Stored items
#####

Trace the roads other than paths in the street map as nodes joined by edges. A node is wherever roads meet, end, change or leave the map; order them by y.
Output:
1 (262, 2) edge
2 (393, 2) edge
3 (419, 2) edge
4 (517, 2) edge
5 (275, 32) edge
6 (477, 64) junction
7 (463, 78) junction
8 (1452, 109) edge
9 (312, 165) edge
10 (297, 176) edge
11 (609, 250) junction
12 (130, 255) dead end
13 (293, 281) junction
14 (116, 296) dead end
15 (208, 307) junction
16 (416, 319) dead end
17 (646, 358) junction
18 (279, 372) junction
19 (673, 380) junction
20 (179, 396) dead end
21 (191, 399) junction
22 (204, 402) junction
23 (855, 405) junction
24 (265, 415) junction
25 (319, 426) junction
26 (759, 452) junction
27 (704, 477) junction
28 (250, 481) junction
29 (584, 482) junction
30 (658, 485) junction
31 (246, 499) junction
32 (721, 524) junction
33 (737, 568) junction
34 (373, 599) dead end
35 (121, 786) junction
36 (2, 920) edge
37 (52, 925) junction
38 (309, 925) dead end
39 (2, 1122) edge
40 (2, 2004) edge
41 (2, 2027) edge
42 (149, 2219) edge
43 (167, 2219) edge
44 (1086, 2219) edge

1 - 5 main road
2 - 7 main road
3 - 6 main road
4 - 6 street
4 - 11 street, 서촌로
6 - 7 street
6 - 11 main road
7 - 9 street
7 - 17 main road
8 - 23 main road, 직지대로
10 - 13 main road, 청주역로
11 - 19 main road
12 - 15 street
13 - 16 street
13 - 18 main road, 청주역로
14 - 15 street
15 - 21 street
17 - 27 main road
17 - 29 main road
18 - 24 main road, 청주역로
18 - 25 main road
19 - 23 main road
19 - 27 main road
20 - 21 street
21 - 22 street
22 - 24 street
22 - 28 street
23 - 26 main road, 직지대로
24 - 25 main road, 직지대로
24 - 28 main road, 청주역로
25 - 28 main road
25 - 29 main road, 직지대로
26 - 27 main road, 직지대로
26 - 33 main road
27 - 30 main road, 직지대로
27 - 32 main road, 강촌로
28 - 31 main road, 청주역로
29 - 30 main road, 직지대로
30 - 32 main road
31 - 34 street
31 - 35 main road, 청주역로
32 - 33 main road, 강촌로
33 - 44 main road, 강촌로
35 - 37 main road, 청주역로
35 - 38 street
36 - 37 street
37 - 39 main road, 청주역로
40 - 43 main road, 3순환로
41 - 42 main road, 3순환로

#####

Exercise directions |
Determine how many lines of the data include the word "직지대로". Reply with the count and no other text.

Answer |
7